Mi abuela nos miró a ambos, sus astutos ojos sin perderse nada.
—Por supuesto, querido. Eres bienvenido cuando quieras.
Sebastián sonrió educadamente.
—Gracias por el té y la conversación. Tendré seguridad instalada en menos de una hora.
Se volvió hacia mí, su expresión indescifrable.
—¿Me acompañas a la salida?
Asentí, siguiéndolo hasta el ascensor. Tan pronto como las puertas se cerraron tras nosotros, se volvió para mirarme.
—¿Qué fue eso? —preguntó en voz baja.
Miré fijamente los botones del ascensor.
—¿A qué te refieres?
—Sabes exactamente a qué me refiero, Hazel —. Su voz era baja pero intensa—. Deliberadamente evitaste que aceptara la invitación de tu tía.
Tomé un respiro profundo.
—Tu familia no me aprueba. No quiero empeorar las cosas alardeando de nuestro… lo que sea que esto sea.
La mandíbula de Sebastián se tensó.
—Lo que pasa entre nosotros no es algo que mi familia deba decidir.
—Fácil para ti decirlo —susurré—. No eres tú a quien miran como si no fueras lo suficientemente bueno.
El ascensor llegó a la planta baja, y las puertas se abrieron. Sebastián no se movió.
—Aprenderán a aceptarte —dijo firmemente—. O aprenderán a vivir con su decepción.

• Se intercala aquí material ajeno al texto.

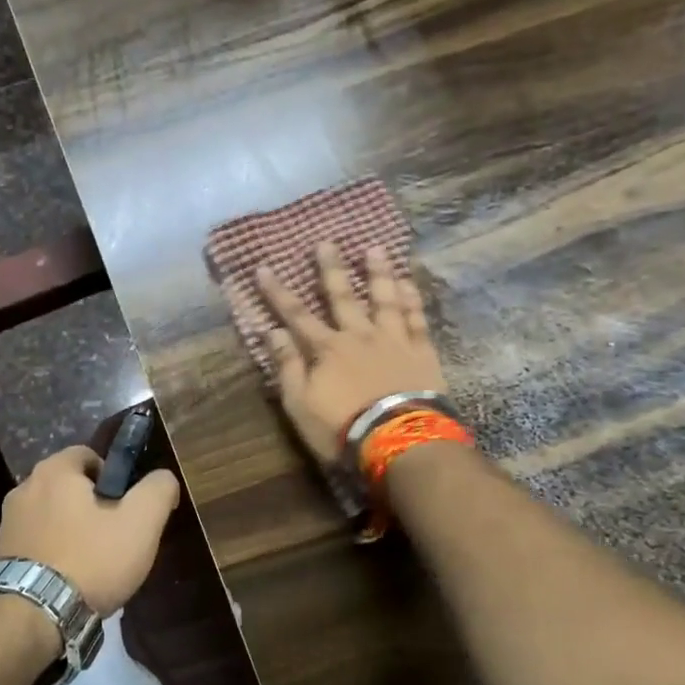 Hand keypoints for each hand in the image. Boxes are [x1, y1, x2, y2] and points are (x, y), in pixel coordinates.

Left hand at [0, 446, 181, 613]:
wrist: (34, 616)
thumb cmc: (91, 560)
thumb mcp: (141, 523)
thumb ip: (158, 490)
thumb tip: (163, 478)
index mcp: (53, 470)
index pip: (89, 455)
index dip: (114, 477)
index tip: (127, 508)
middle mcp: (24, 488)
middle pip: (69, 487)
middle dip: (92, 506)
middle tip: (115, 537)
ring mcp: (8, 522)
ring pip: (52, 515)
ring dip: (72, 530)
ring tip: (93, 564)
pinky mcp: (0, 554)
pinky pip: (36, 542)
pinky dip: (53, 552)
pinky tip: (69, 579)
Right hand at [253, 242, 446, 461]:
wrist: (399, 442)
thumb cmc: (341, 428)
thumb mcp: (300, 404)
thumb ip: (288, 366)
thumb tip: (272, 331)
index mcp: (327, 349)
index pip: (296, 315)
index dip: (278, 292)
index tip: (263, 268)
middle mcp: (359, 336)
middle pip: (343, 297)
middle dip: (330, 269)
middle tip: (326, 242)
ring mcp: (393, 341)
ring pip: (384, 299)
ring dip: (377, 273)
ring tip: (374, 248)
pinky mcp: (421, 352)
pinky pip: (415, 319)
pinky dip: (411, 299)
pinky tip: (407, 282)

Negué con la cabeza, saliendo del ascensor.
—No es tan simple.
Sebastián me siguió a través del vestíbulo.
—Sí lo es. Te elijo a ti, Hazel. Nada más importa.
Mi garganta se tensó con emoción. ¿Cómo podía hacer que sonara tan fácil?
Antes de que pudiera responder, Sebastián me atrajo hacia él, sus labios encontrando los míos en un beso que fue breve pero posesivo. Cuando se apartó, sus ojos estaban oscuros de intensidad.
—Necesito irme, pero esta conversación no ha terminado —dijo—. Espero verte en mi casa esta noche.
No era una pregunta ni una petición, sino una afirmación de hecho. El tono autoritario hizo que mi estómago revoloteara traicioneramente.
—Sebastián…
—A las ocho —me interrumpió, pasando su pulgar por mi labio inferior—. No me hagas ir a buscarte.
Con eso, se dio la vuelta y caminó hacia su auto que lo esperaba, dejándome sin palabras en el vestíbulo.
Me quedé allí mucho después de que su coche desapareciera de vista, mis emociones hechas un lío enredado. Una parte de mí estaba conmovida por su apoyo inquebrantable, mientras otra parte se rebelaba contra sus suposiciones.
Cuando regresé arriba, la cena ya se estaba preparando. El aroma familiar del asado de la Abuela llenaba el apartamento, pero mi apetito había desaparecido.
—¿Todo bien, querida? —preguntó la Abuela, estudiando mi rostro.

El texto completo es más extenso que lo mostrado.